Extracted data entries:
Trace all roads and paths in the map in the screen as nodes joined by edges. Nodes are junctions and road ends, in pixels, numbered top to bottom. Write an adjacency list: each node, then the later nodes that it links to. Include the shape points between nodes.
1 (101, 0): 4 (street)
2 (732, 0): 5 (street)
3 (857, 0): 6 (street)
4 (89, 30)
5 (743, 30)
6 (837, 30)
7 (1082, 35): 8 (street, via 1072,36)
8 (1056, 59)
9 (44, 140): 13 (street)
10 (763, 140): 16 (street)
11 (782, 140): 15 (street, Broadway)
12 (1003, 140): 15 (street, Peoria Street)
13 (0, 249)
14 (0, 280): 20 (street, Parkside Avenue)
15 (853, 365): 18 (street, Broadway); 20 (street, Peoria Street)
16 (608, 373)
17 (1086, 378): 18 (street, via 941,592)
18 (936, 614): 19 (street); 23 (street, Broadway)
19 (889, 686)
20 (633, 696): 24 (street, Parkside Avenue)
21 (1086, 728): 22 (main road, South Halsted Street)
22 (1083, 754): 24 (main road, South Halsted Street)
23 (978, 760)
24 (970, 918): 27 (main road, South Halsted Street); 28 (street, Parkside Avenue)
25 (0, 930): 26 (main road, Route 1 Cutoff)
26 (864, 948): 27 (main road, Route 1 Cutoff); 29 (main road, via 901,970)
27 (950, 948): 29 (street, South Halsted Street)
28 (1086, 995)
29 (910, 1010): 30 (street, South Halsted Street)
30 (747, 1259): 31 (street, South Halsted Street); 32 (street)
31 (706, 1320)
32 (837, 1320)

§ **What you are asked to do**: With nothing added or dropped, write out every entry.

§ **Solution to the problem**:
Trace all roads and paths in the map in the screen as nodes joined by edges. Nodes are junctions and road ends, in pixels, numbered top to bottom. Write an adjacency list: each node, then the later nodes that it links to. Include the shape points between nodes.
1 (101, 0): 4 (street)
2 (732, 0): 5 (street)
3 (857, 0): 6 (street)
4 (89, 30)
5 (743, 30)
6 (837, 30)
7 (1082, 35): 8 (street, via 1072,36)
8 (1056, 59)
9 (44, 140): 13 (street)
10 (763, 140): 16 (street)
11 (782, 140): 15 (street, Broadway)
12 (1003, 140): 15 (street, Peoria Street)
13 (0, 249)
14 (0, 280): 20 (street, Parkside Avenue)
15 (853, 365): 18 (street, Broadway); 20 (street, Peoria Street)
16 (608, 373)
17 (1086, 378): 18 (street, via 941,592)
18 (936, 614): 19 (street); 23 (street, Broadway)
19 (889, 686)
20 (633, 696): 24 (street, Parkside Avenue)
21 (1086, 728): 22 (main road, South Halsted Street)
22 (1083, 754): 24 (main road, South Halsted Street)
23 (978, 760)
24 (970, 918): 27 (main road, South Halsted Street); 28 (street, Parkside Avenue)
25 (0, 930): 26 (main road, Route 1 Cutoff)
26 (864, 948): 27 (main road, Route 1 Cutoff); 29 (main road, via 901,970)
27 (950, 948): 29 (street, South Halsted Street)
28 (1086, 995)
29 (910, 1010): 30 (street, South Halsted Street)
30 (747, 1259): 31 (street, South Halsted Street); 32 (street)
31 (706, 1320)
32 (837, 1320)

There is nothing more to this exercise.